Achieving tangible improvements with the air quality solution
Pointing to numbers displayed on a big screen, Martínez Prada explains how this works: “This data tells us precisely how much traffic is contributing to local air pollution. We can do this by comparing emissions during a weekday rush hour with those on the weekend, for example, or by analyzing the impact of bad weather on particulate levels. The data will even tell us what impact a light east wind will have on air quality.”
These precise forecasts are the product of a wealth of multidisciplinary expertise at Bosch: the company possesses not only vast knowledge in sensor technology but also decades of experience in dealing with vehicle emissions. Moreover, it knows how to use AI to process data. But how will all this benefit the people on Brixton Road? This is where TfL plays a key role. A service created on the basis of the air quality solution can be used to test whether, and to what extent, measures such as rerouting traffic and modifying traffic-light phases can help improve traffic flow, and thus air quality.
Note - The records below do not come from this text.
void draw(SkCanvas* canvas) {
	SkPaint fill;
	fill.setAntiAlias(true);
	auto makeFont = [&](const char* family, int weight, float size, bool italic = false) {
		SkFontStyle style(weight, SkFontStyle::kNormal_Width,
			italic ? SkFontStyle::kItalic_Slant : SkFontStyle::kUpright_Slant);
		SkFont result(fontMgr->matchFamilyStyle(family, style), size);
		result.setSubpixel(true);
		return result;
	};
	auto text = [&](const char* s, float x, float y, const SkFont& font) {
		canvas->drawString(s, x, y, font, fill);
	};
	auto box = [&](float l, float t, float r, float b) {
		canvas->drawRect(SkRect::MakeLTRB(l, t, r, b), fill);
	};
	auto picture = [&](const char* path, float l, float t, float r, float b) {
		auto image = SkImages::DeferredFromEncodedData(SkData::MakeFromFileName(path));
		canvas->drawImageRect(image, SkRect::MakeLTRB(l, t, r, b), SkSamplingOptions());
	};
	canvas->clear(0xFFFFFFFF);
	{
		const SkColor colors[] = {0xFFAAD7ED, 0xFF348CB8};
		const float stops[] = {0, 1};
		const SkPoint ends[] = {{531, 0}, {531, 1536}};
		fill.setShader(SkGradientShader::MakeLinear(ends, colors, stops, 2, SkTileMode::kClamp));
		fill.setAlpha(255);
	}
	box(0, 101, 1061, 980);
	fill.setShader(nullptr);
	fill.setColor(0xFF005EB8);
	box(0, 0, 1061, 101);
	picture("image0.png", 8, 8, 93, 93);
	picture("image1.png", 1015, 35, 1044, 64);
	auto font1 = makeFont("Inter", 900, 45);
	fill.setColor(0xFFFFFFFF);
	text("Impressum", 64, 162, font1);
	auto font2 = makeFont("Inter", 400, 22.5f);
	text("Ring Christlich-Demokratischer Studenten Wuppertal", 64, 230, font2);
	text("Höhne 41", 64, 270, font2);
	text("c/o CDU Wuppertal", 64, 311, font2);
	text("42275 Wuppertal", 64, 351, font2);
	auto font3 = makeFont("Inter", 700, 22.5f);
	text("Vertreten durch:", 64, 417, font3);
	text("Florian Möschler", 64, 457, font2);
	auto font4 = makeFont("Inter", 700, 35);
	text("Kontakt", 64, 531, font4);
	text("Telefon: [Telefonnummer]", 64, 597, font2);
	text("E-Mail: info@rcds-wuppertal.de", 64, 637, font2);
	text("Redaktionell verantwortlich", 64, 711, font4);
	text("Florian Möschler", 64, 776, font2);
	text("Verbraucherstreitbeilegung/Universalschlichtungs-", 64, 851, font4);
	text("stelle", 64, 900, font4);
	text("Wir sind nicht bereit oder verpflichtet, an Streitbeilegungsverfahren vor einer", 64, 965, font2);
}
London is only the beginning
The precise monitoring solution can also be used at specific locations such as schools and day-care centers. Real-time monitoring and forecasts of air pollution can allow outdoor activities such as physical education classes to be scheduled better. It also opens up new opportunities for additional applications of this technology in the growing market for smart campuses — so-called because they make use of intelligent, connected solutions. For example, the statistics provided by Bosch monitoring boxes could be used to control smart ventilation systems. If results show that summer air quality is better outdoors than indoors, windows can be opened automatically and the energy-intensive ventilation system switched off. This reduces energy consumption and, consequently, CO₂ emissions.
Profile
Dr. Maria Martínez Prada
Sub-project leader at Bosch Powertrain Solutions
As a team, we’ve developed an innovative technology that helps us get a better handle on a global problem: air pollution in major cities. That makes me feel proud.
Dr. Maria Martínez Prada became part of the team developing air quality solutions in March 2019. Since then, she has poured her heart and soul into the development of air quality monitoring systems. Previously, she was team leader for chemical sensor research at Bosch in Renningen, Germany. Her hobbies include playing tennis.